» Problem to work on
Print every record exactly as it appears. Leave the pictures out.

» Input
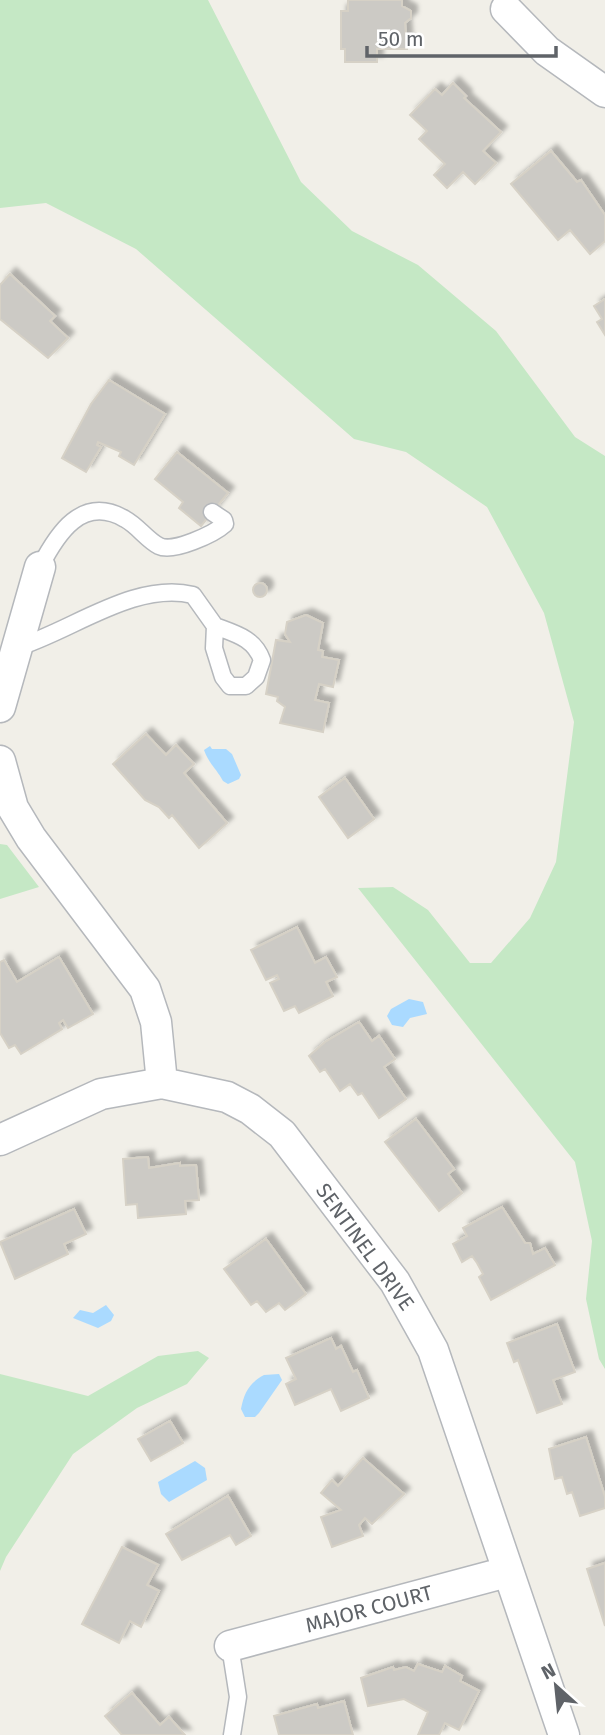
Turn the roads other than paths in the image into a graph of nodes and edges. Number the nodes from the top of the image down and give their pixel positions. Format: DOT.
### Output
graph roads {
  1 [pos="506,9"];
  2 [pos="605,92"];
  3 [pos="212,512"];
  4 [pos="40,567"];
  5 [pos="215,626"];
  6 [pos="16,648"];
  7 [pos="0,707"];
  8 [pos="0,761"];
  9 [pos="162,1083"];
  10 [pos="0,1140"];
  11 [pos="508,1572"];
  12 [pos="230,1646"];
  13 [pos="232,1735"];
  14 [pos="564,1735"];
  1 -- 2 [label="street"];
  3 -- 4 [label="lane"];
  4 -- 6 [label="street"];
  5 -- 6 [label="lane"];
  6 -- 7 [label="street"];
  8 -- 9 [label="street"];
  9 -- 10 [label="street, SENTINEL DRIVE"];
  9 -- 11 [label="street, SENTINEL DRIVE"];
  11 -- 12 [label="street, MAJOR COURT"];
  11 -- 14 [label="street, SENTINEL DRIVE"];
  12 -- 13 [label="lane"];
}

» Written reply
Turn the roads other than paths in the image into a graph of nodes and edges. Number the nodes from the top of the image down and give their pixel positions. Format: DOT.
### Output
graph roads {
  1 [pos="506,9"];
  2 [pos="605,92"];
  3 [pos="212,512"];
  4 [pos="40,567"];
  5 [pos="215,626"];
  6 [pos="16,648"];
  7 [pos="0,707"];
  8 [pos="0,761"];
  9 [pos="162,1083"];
  10 [pos="0,1140"];
  11 [pos="508,1572"];
  12 [pos="230,1646"];
  13 [pos="232,1735"];
  14 [pos="564,1735"];
  1 -- 2 [label="street"];
  3 -- 4 [label="lane"];
  4 -- 6 [label="street"];
  5 -- 6 [label="lane"];
  6 -- 7 [label="street"];
  8 -- 9 [label="street"];
  9 -- 10 [label="street, SENTINEL DRIVE"];
  9 -- 11 [label="street, SENTINEL DRIVE"];
  11 -- 12 [label="street, MAJOR COURT"];
  11 -- 14 [label="street, SENTINEL DRIVE"];
  12 -- 13 [label="lane"];
}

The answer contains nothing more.